Note: Figures in parentheses represent the respective shares (%).
Source: Hong Seongyu, Korean Economy and American Aid, 1961, p. 49.
 
The newly created Korean government repaid the principal and interest of this loan not in cash, but by giving the United States the buildings and land in Korea that its army required.[4] The left-over goods, worth USD 116 million at the time, that the US Army left behind free of charge for Korea when it returned home in June 1946 also count as part of the American aid that Korea received during this period.[5] Including this form of aid as well, the total value of aid that Korea received in the USAMGIK period, from 1945 to 1948, amounts to USD 550.3 million.

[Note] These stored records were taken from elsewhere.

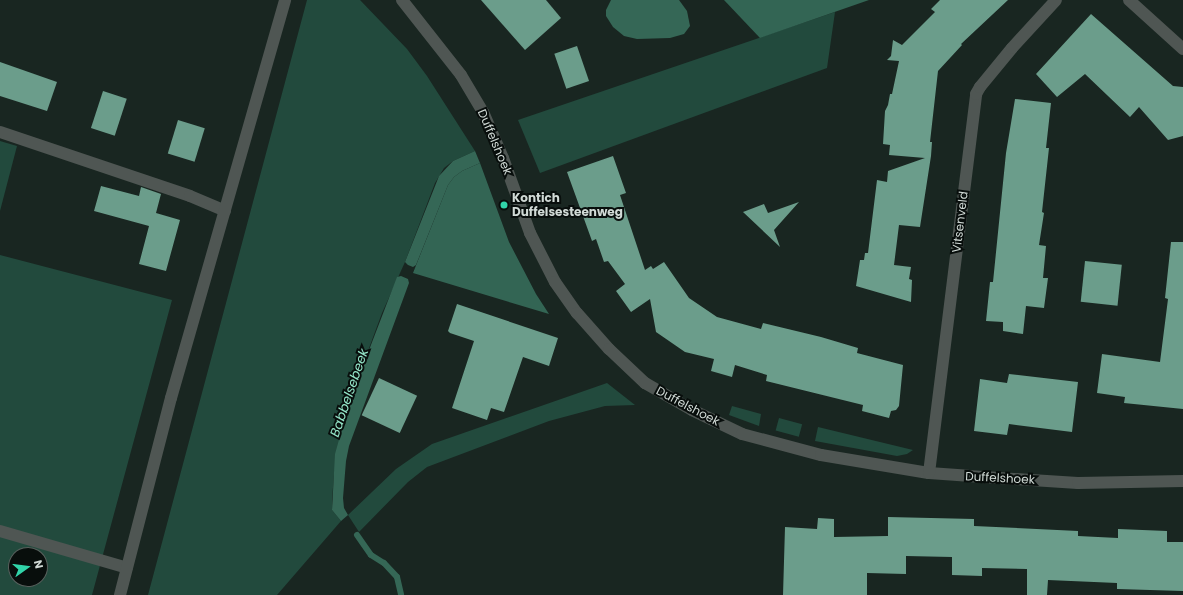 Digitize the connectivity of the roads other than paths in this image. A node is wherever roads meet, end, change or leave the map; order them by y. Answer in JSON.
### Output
{"nodes":[{"id":1,"x":285,"y":0,"type":"edge"},
{"id":2,"x":402,"y":0,"type":"edge"},
{"id":3,"x":1056,"y":0,"type":"edge"},
{"id":4,"x":1129,"y":0,"type":"edge"},
{"id":5,"x":1183,"y":49,"type":"edge"},
{"id":6,"x":0,"y":132,"type":"edge"},
{"id":7,"x":225,"y":211,"type":"junction"},
{"id":8,"x":929,"y":473,"type":"junction"},
{"id":9,"x":1183,"y":481,"type":"edge"},
{"id":10,"x":0,"y":531,"type":"edge"},
{"id":11,"x":128,"y":568,"type":"junction"},
{"id":12,"x":120,"y":595,"type":"edge"}],
"edges":[{"from":1,"to":7,"type":"street"},
{"from":2,"to":8,"type":"street","name":"Duffelshoek"},
{"from":3,"to":8,"type":"street","name":"Vitsenveld"},
{"from":4,"to":5,"type":"street"},
{"from":6,"to":7,"type":"street"},
{"from":7,"to":11,"type":"street"},
{"from":8,"to":9,"type":"street","name":"Duffelshoek"},
{"from":10,"to":11,"type":"street"},
{"from":11,"to":12,"type":"street"}]}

Although the United Nations Relief and Reconstruction Agency (UNRRA) was set up and began to provide Korea with emergency relief and support for economic rehabilitation around this time, there are no extant records on the UNRRA aid provided during this period.[6]
 

 
[1] Lee Daegeun, Korean Economy in the 1950s after Liberation, SERI, May 2002, p. 68.
[2] Gu Yongseo, “ICA Aid and the Korean Economy,” Journal of Local Public Administration, vol. 6, no. 8, 1957, p. 50.
[3] Lee, 2002, p. 69.
[4] The Shiksan Bank Monthly Review, Investigation Department, Korea Shiksan Bank, vol. 8, no. 1, 1953, p. 14.
[5] Lee, 2002, p. 70.
[6] Seo Namwon, “Managing Foreign Aid for Korea,” ASEAN Studies, vol. 6, no. 2, Asiatic Research Institute, Korea University, 1963, p. 31.